Com isso, há duas semanas houve uma última tentativa de acordo, em reuniões ocorridas em Genebra e Helsinki. O negociador americano, William Billingsle­a, saiu delas dizendo que estava tudo pronto para um “acordo em princípio” e que ele incluiria um congelamen­to total de arsenais nucleares por um ano.

Os russos disseram que não havia acordo algum, e houve reações bastante mal-humoradas de Serguei Lavrov, o poderoso chanceler do país, no cargo desde 2004. A suspeita óbvia: EUA queriam criar uma notícia positiva para ajudar Trump em sua reta final de campanha pela reeleição às custas da Rússia.

Putin entrou no jogo. Antes, ele apenas havia feito a defesa da extensão do Novo Start e criticado os EUA por sua intransigê­ncia, enquanto desenvolve seu novo inventário de mísseis com capacidade­s nucleares. Agora, apresentou sua carta.

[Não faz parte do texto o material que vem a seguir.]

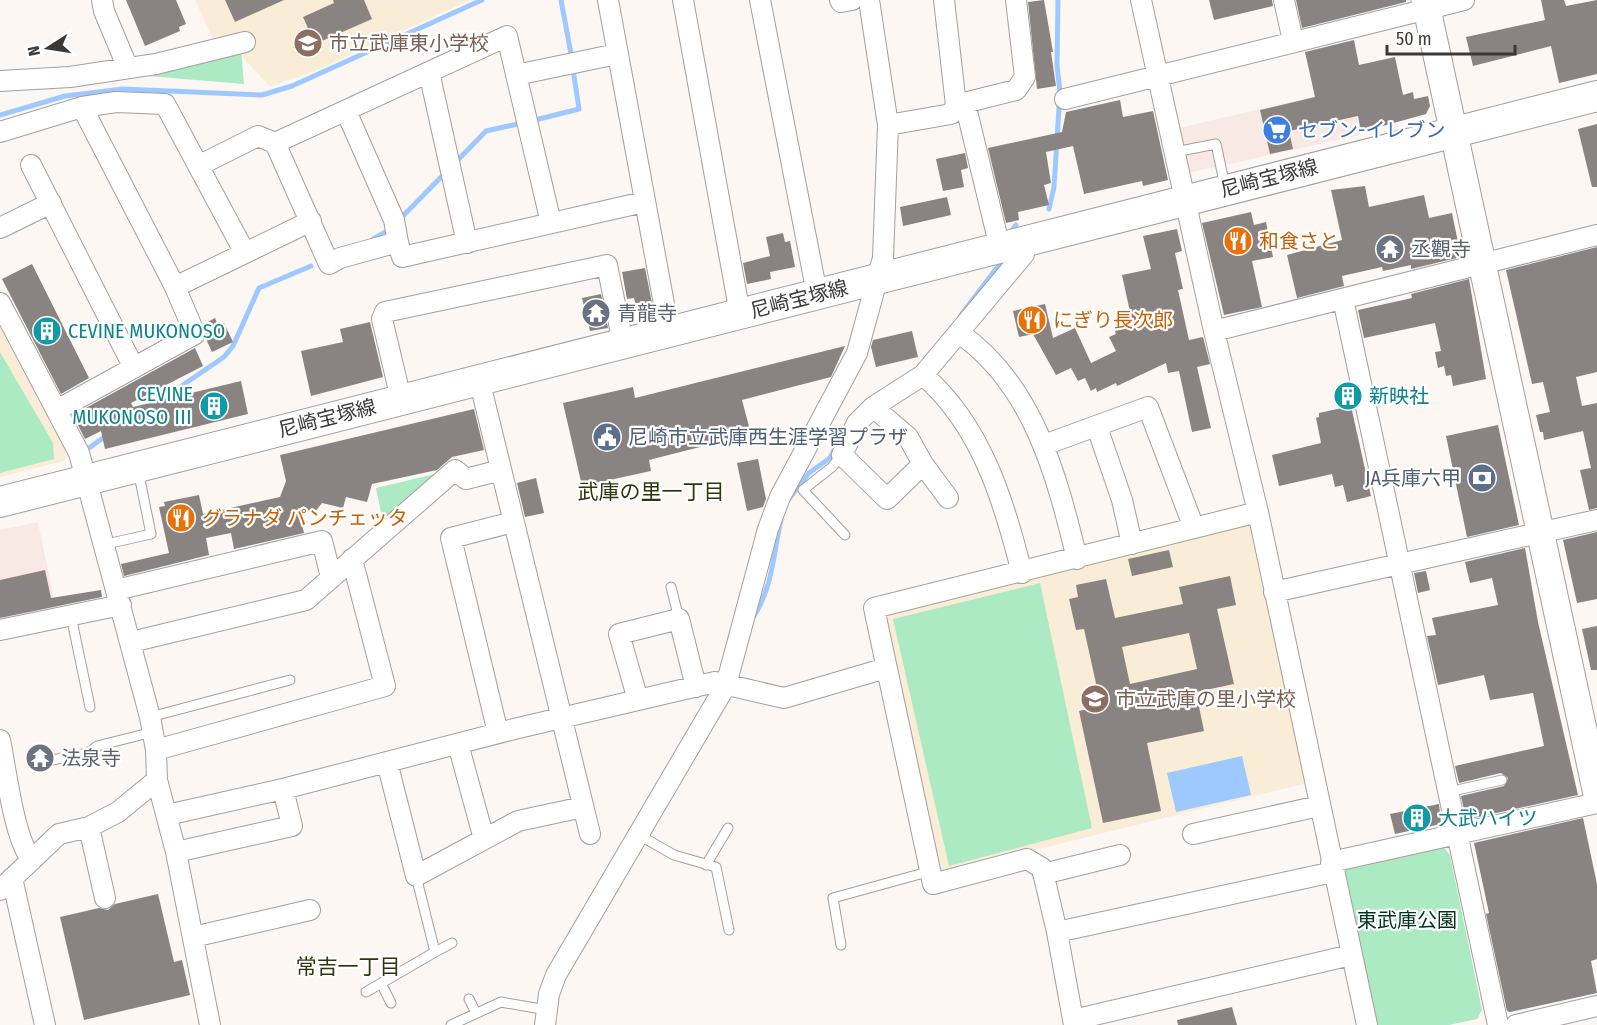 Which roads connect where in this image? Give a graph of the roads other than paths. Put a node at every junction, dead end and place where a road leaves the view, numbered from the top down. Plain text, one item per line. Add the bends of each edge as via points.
1 (102, 0) edge
2 (608, 0) edge
3 (683, 0) edge
4 (760, 0) edge
5 (840, 0) edge
6 (852, 0) edge
7 (869, 0) edge
8 (944, 0) edge
9 (1016, 0) edge
10 (1142, 0) edge
11 (1284, 0) edge
12 (1464, 0) edge
13 (1426, 5) edge
14 (1293, 41) junction
15 (245, 42) dead end
16 (617, 54) junction
17 (127, 66) junction
18 (429, 72) junction
19 (516, 75) junction
20 (1159, 76) junction
21 (0, 81) edge
22 (1597, 96) edge
23 (1065, 99) dead end
24 (960, 104) junction
25 (82, 108) junction
26 (346, 111) junction
27 (888, 125) junction
28 (0, 132) edge
29 (1455, 132) junction
30 (274, 143) junction
31 (1175, 152) junction
32 (31, 165) dead end
33 (198, 166) junction
34 (1225, 189) junction
35 (1186, 198) junction
36 (644, 202) junction
37 (51, 203) junction
38 (311, 221) junction
39 (551, 223) junction
40 (0, 228) edge
41 (396, 230) junction
42 (1597, 235) edge
43 (467, 243) junction
44 (1011, 245) junction
45 (245, 253) junction
46 (1483, 264) junction
47 (876, 280) junction
48 (175, 287) junction
49 (817, 294) junction
50 (1343, 298) junction
51 (0, 303) edge
52 (740, 314) junction
53 (669, 331) junction
54 (1214, 331) junction
55 (959, 333) junction
56 (623, 343) junction
57 (134, 368) junction
58 (923, 375) junction
59 (479, 379) junction
60 (401, 399) junction
61 (873, 407) junction
62 (57, 410) junction
63 (1097, 427) junction
64 (1044, 445) junction
65 (842, 455) junction
66 (923, 464) junction
67 (137, 467) junction
68 (501, 470) junction
69 (85, 480) junction
70 (948, 498) dead end
71 (0, 502) edge
72 (1258, 512) junction
73 (1597, 520) edge
74 (513, 522) junction
75 (1194, 528) junction
76 (1542, 531) junction
77 (845, 535) dead end
78 (102, 544) junction
79 (1132, 544) junction
80 (352, 559) junction
81 (1077, 559) junction
82 (1397, 562) junction
83 (1022, 573) junction
84 (331, 577) junction
85 (671, 587) dead end
86 (1274, 592) junction
87 (115, 602) junction
88 (71, 616) junction
89 (679, 619) junction
90 (0, 630) edge
91 (131, 642) junction
92 (886, 668) junction
93 (290, 680) dead end
94 (726, 685) junction
95 (696, 687) junction
96 (638, 700) junction
97 (90, 707) dead end
98 (561, 718) junction
99 (153, 733) junction
100 (498, 733) junction
101 (0, 740) edge
102 (458, 744) junction
103 (52, 760) dead end
104 (387, 762) junction
105 (157, 780) junction
106 (1502, 780) dead end
107 (283, 789) junction
108 (1448, 792) junction
109 (1597, 794) edge
110 (1597, 802) edge
111 (1319, 806) junction
112 (583, 807) junction
113 (167, 815) junction
114 (8, 817) edge
115 (89, 827) junction
116 (728, 828) dead end
117 (1456, 832) junction
118 (590, 834) dead end
119 (1193, 834) dead end
120 (639, 835) junction
121 (484, 839) junction
122 (176, 852) junction
123 (1120, 855) dead end
124 (32, 860) junction
125 (706, 865) junction
126 (1332, 867) junction
127 (931, 872) junction
128 (1044, 874) junction
129 (416, 876) junction
130 (6, 884) edge
131 (105, 898) dead end
132 (310, 910) dead end
133 (729, 930) dead end
134 (1057, 932) junction
135 (193, 937) junction
136 (452, 943) dead end
137 (842, 945) dead end
138 (435, 952) junction
139 (1351, 955) junction
140 (382, 985) junction
141 (366, 992) dead end
142 (469, 999) dead end
143 (391, 1003) dead end
144 (1597, 1006) edge
145 (476, 1013) junction
146 (546, 1017) edge
147 (1073, 1023) edge
148 (45, 1025) edge
149 (210, 1025) edge
150 (451, 1025) edge
151 (1367, 1025) edge
152 (1498, 1025) edge
153 (1516, 1025) edge

1 - 17 street
2 - 16 street
3 - 52 street
4 - 49 street
5 - 6 street
7 - 27 street
8 - 24 street
9 - 24 street via 1025,77 1016,90
10 - 20 street
11 - 14 street
12 - 13 street
13 - 14 street
13 - 29 street
14 - 20 street
15 - 17 street via 156,64
16 - 19 street
16 - 36 street
17 - 21 street via 70,77
18 - 19 street via 505,29
18 - 26 street
18 - 43 street
19 - 39 street
20 - 23 street
20 - 31 street
22 - 29 main road, 尼崎宝塚線
24 - 27 street via 951,114
24 - 44 street
25 - 28 street
25 - 33 street via 116,102 165,104
25 - 48 street
26 - 30 street
26 - 41 street
27 - 47 street via 883,258
29 - 34 main road, 尼崎宝塚線
29 - 46 street
30 - 33 street via 258,136
30 - 38 street
31 - 34 lane via 1216,144
31 - 35 street
32 - 37 street
33 - 45 street
34 - 35 main road, 尼崎宝塚線
35 - 44 main road, 尼崎宝塚線
35 - 54 street
36 - 39 street
36 - 53 street
37 - 40 street
37 - 57 street
38 - 41 street via 329,264
38 - 45 street
39 - 43 street
41 - 43 street via 402,257
42 - 46 street
44 - 47 main road, 尼崎宝塚線
44 - 55 street via 1024,254
45 - 48 street
46 - 50 street
46 - 76 street
47 - 49 main road, 尼崎宝塚線
47 - 94 street via 857,353 780,498 768,529
48 - 57 street via 195,334
49 - 52 main road, 尼崎宝塚線
50 - 54 street
50 - 82 street
51 - 62 street
52 - 53 main road, 尼崎宝塚線
53 - 56 main road, 尼崎宝塚線
54 - 72 street
55 - 58 street
55 - 64 street via 993,364 1027,407
56 - 59 main road, 尼崎宝塚線
56 - 60 street via 607,264 385,312 382,319
57 - 62 street
58 - 61 street
58 - 83 street via 945,394 970,428 1011,528
59 - 60 main road, 尼崎宝塚線
59 - 68 street
60 - 67 main road, 尼崎宝塚線
61 - 65 street via 857,423
61 - 66 street via 908,437
62 - 69 street via 79,453
63 - 64 street
63 - 75 street via 1149,407
63 - 79 street via 1122,500
64 - 81 street
65 - 66 street via 887,499
65 - 77 lane via 803,490
66 - 70 street
67 - 69 main road, 尼崎宝塚線
67 - 78 lane via 151,534
68 - 74 street
68 - 80 street via 466,479 455,470
69 - 71 main road, 尼崎宝塚線
69 - 78 street
72 - 75 street
72 - 86 street
73 - 76 street
74 - 98 street
74 - 100 street via 451,538
75 - 79 street
76 - 82 street
76 - 109 street
78 - 87 street
79 - 81 street
80 - 84 street
80 - 99 street via 385,686
81 - 83 street
82 - 86 street
82 - 108 street
83 - 92 street via 874,608
84 - 87 street via 322,541
84 - 91 street via 306,600
85 - 89 lane
86 - 111 street
87 - 88 street
87 - 91 street
88 - 90 street
88 - 97 lane
89 - 95 street
89 - 96 street via 619,634
91 - 99 street
92 - 94 street via 784,698
92 - 127 street
93 - 99 lane via 272,681
94 - 95 street via 715,682
94 - 120 street
95 - 96 street
96 - 98 street
98 - 100 street
98 - 112 street
99 - 103 lane
99 - 105 street
100 - 102 street
101 - 114 street
102 - 104 street
102 - 121 street
104 - 107 street
104 - 129 street
105 - 113 street
105 - 115 street via 118,812
106 - 108 lane
107 - 113 street
107 - 122 street via 292,826
108 - 117 street
110 - 117 street
111 - 119 street
111 - 126 street
112 - 118 street
112 - 121 street via 518,821
113 - 122 street
114 - 124 street
115 - 124 street via 59,834
115 - 131 street
116 - 125 lane
117 - 126 street
117 - 152 street
120 - 125 lane via 674,855
120 - 146 street via 556,975
121 - 129 street
122 - 135 street
123 - 128 street
124 - 130 street
125 - 133 lane via 716,867
126 - 134 street
126 - 139 street
127 - 128 street via 933,884 1027,860 1042,868
127 - 137 lane via 833,898
128 - 134 street
129 - 138 lane
130 - 148 street
132 - 135 street
134 - 147 street
135 - 149 street
136 - 138 lane
138 - 140 lane
139 - 147 street
139 - 151 street
140 - 141 lane
140 - 143 lane
142 - 145 lane
144 - 153 street
145 - 146 lane via 501,1002
145 - 150 lane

Se o Novo Start morrer, os EUA seguirão com o desmonte do sistema internacio­nal de controle de armas e estímulo a novas tecnologia­s na área dos armamentos nucleares que marcaram a gestão do republican­o de 2017 até aqui.

O Novo Start é imperfeito e tem lacunas, mas é o que sobrou. Trump já deixou o INF (que tratava de mísseis de alcance intermediá­rio na Europa, uma das bases do fim da Guerra Fria) e os voos mútuos de reconhecim­ento de sítios militares, uma medida de confiança com a Rússia.

Se o assunto parece algo esotérico para o eleitorado, nunca é demais lembrar que há 13.410 armas nucleares, segundo a referencia­l Federação dos Cientistas Americanos.

Cerca de 90% delas são russas ou americanas, aí incluídas as armas táticas não cobertas pelo Novo Start e o estoque de armas que não estão prontas para uso: 4.310 ogivas de Moscou e 3.800, de Washington.

Se não chega perto das quase 70 mil bombas do fim da Guerra Fria, nos anos 1980, é mais que suficiente para acabar com a vida na Terra.